/---
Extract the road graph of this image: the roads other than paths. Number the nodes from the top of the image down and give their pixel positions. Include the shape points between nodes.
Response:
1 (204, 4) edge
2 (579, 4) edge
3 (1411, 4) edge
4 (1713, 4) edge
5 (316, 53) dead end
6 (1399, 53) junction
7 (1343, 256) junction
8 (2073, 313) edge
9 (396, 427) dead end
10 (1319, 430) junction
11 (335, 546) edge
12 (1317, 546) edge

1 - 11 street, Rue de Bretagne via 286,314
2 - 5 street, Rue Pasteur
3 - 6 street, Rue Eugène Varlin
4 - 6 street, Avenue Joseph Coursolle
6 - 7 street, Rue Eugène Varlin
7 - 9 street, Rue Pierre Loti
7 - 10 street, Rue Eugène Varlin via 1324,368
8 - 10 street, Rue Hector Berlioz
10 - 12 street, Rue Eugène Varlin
\---
§ Your goal
Could you write out all the records exactly, please?

§ Exercise output
Extract the road graph of this image: the roads other than paths. Number the nodes from the top of the image down and give their pixel positions. Include the shape points between nodes.
Response:
1 (204, 4) edge
2 (579, 4) edge
3 (1411, 4) edge
4 (1713, 4) edge
5 (316, 53) dead end
6 (1399, 53) junction
7 (1343, 256) junction
8 (2073, 313) edge
9 (396, 427) dead end
10 (1319, 430) junction
11 (335, 546) edge
12 (1317, 546) edge

1 - 11 street, Rue de Bretagne via 286,314
2 - 5 street, Rue Pasteur
3 - 6 street, Rue Eugène Varlin
4 - 6 street, Avenue Joseph Coursolle
6 - 7 street, Rue Eugène Varlin
7 - 9 street, Rue Pierre Loti
7 - 10 street, Rue Eugène Varlin via 1324,368
8 - 10 street, Rue Hector Berlioz
10 - 12 street, Rue Eugène Varlin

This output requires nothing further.